Again, ask her what's wrong . A common thing at this age is finding out you are in an unhappy marriage which was perhaps masked when the children were around... But it may not be financially viable to go it alone so people can feel quite powerless and stuck. Also just every ing is a bit more of an effort when you get older. All you can do is try to help but when all is said and done, parents in this age group don't tend to ask their children for help they would prefer to ask their peers for fear of upsetting them and because they may not wish to share it.

Fairyliz Tue 01-Oct-13 22:06:55

Gerragrippe
Thats easy to say but the constant negativity wears you down, I know because my mum is just the same. Its such a shame because I want to spend time with her doing nice things, instead all she wants to do is moan. It makes me not want to visit.

Gerragrippe Tue 01-Oct-13 21:45:26

I agree, but also it's not very kind to judge our parents unless they have been heartless abusive or cruel etc..after all they ( we) have done so much for them that is probably forgotten about as they become adults that we should deserve some respect kindness and understanding...not to say no one can find fault but surely one can accept a few faults from ones parents?

Lazysuzanne Tue 01-Oct-13 20:46:38

I wouldnt like to think of my children feeling depressed by me..I want them to transcend me, not be dragged down by me, I dont feel they should have to absorb negativity from me.

Then again my kids are early 20's, maybe I'll feel differently and want to lean on them when we're all older?

Gerragrippe Tue 01-Oct-13 20:29:05

That's true Lazy... I feel sorry for her but I can't seem to explain why. OP she's your mum, have a heart.

Lazysuzanne Tue 01-Oct-13 10:58:55

Those with unfulfilled mothers, perhaps they can't help feeling a little, well not exactly resentful, but it can make you feel a bit sad when you see your own children doing well and although you're pleased for them you feel a failure by comparison?
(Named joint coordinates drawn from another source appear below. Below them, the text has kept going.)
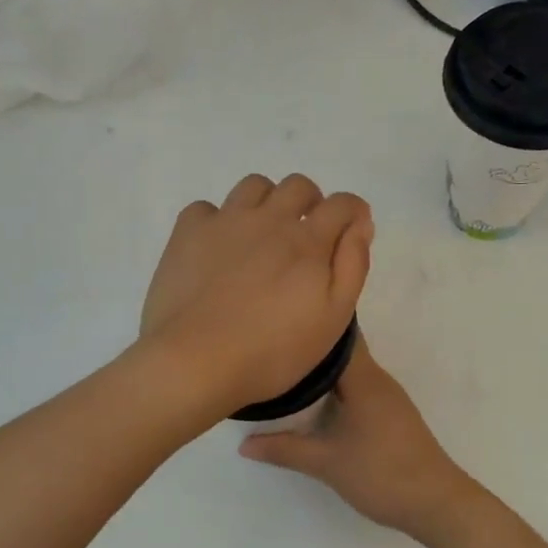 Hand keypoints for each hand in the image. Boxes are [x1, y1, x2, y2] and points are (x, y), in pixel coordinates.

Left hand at [141, 173, 372, 419]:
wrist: (195, 362)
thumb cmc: (272, 351)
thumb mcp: (333, 319)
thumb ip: (352, 266)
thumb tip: (360, 224)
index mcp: (308, 241)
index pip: (342, 204)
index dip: (354, 212)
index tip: (352, 230)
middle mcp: (269, 219)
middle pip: (298, 186)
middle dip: (311, 202)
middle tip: (307, 235)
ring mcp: (225, 222)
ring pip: (254, 186)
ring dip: (268, 202)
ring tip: (263, 235)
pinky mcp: (187, 233)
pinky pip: (206, 207)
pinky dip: (218, 220)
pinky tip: (218, 247)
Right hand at [239, 336, 485, 545]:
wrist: (436, 503)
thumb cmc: (381, 473)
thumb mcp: (326, 463)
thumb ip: (284, 449)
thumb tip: (244, 444)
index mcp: (364, 378)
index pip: (339, 335)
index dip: (312, 325)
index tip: (281, 321)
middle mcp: (378, 379)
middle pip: (342, 351)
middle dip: (310, 349)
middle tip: (273, 348)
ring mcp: (388, 398)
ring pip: (351, 372)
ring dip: (323, 372)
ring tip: (285, 372)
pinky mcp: (391, 416)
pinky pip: (358, 389)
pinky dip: (336, 390)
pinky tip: (315, 403) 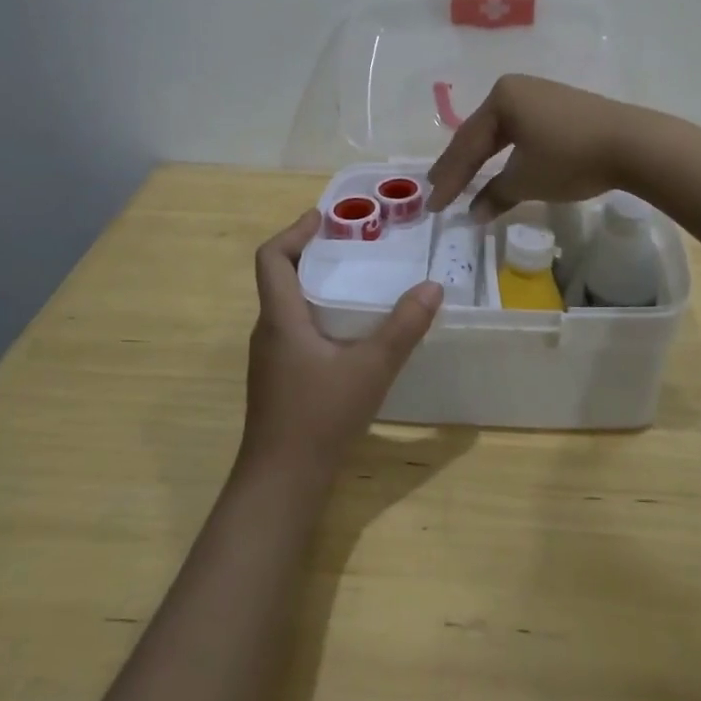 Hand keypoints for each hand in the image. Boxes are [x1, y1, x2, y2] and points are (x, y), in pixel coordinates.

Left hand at [240, 211, 442, 482]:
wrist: (281, 482)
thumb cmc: (319, 417)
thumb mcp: (371, 368)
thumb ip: (403, 327)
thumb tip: (432, 287)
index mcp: (280, 318)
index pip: (271, 258)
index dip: (294, 231)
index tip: (324, 218)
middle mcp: (268, 331)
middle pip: (280, 277)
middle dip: (312, 254)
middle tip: (354, 246)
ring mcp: (270, 358)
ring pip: (288, 306)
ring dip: (316, 286)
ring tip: (357, 282)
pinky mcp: (278, 379)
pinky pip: (294, 330)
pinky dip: (318, 315)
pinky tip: (350, 332)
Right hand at [426, 74, 639, 218]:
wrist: (633, 144)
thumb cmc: (570, 157)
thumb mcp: (526, 180)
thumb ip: (495, 195)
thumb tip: (474, 214)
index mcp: (501, 98)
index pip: (466, 144)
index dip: (448, 178)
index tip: (433, 205)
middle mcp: (516, 89)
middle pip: (480, 135)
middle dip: (459, 165)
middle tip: (438, 189)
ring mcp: (540, 96)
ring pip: (501, 133)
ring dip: (482, 160)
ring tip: (462, 180)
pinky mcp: (560, 108)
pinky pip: (522, 132)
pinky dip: (507, 154)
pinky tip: (500, 167) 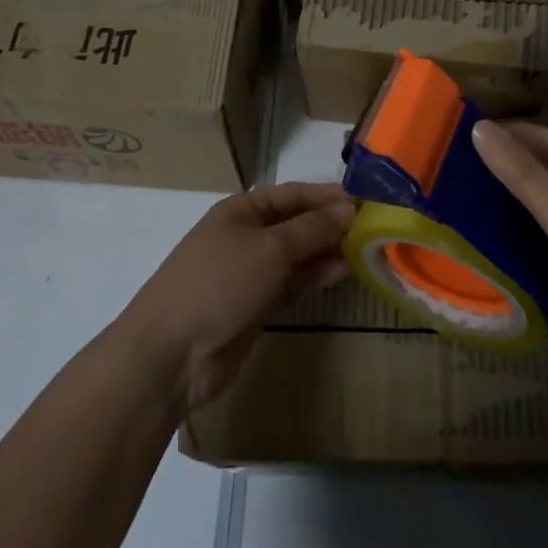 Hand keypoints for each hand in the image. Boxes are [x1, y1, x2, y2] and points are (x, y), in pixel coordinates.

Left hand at [117, 182, 355, 413]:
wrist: (172, 353)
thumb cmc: (220, 282)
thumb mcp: (270, 248)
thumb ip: (312, 229)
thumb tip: (350, 209)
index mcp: (242, 210)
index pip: (293, 194)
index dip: (328, 196)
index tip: (367, 201)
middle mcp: (247, 236)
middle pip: (297, 224)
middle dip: (331, 224)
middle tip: (375, 229)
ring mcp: (250, 273)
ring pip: (297, 256)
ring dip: (327, 252)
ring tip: (366, 251)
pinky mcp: (255, 306)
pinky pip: (292, 284)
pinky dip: (315, 278)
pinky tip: (342, 274)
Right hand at [471, 119, 547, 358]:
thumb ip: (520, 172)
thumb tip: (479, 127)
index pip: (528, 132)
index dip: (493, 137)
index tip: (451, 151)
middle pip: (541, 158)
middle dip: (503, 165)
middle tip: (455, 182)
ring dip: (519, 194)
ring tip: (474, 208)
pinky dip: (540, 219)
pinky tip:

CiderBomb Tue 01-Oct-13 09:38:07

I think she may be feeling a little unfulfilled. She had a good job when she first got married, but gave it up when she had us kids which was the norm for most women in those days (early 80's). She then worked in the evenings stacking shelves in a supermarket for years until she went back to work full time when we were teenagers.

Does life ever turn out the way we hoped it would though?

MistressDeeCee Mon 30-Sep-13 23:36:48

Your mum sounds unhappy and depressed. Maybe she feels unfulfilled, or maybe she's looking back over the years with regrets, feeling she could have done more with life, etc. I dont know what you can do if she just wants to wallow. Its quite sad, really. Maybe somebody else can speak to her. I know my mum went through a phase I couldnt seem to get through to her how her negativity was draining both for her, and others. My brother got through by foghorning her about how wasteful draining and boring her negativity was. I hope your mother does seek help from her GP, and can start to take up activities that will lift her spirit. Theres so much available for the elderly to do here, it would be a shame if she sat and let the rest of her life pass her by..

cuppachai Mon 30-Sep-13 23:06:38

Sorry to hear that polly. I feel frightened that something similar will happen with us. Our relationship is becoming increasingly strained.

cider They do sound very similar. I've also tried to encourage things such as Open Uni, part time jobs, all kinds of other things that would really be excellent for her. She is incredibly intelligent and there is so much she could do to occupy her time but she knocks back every suggestion.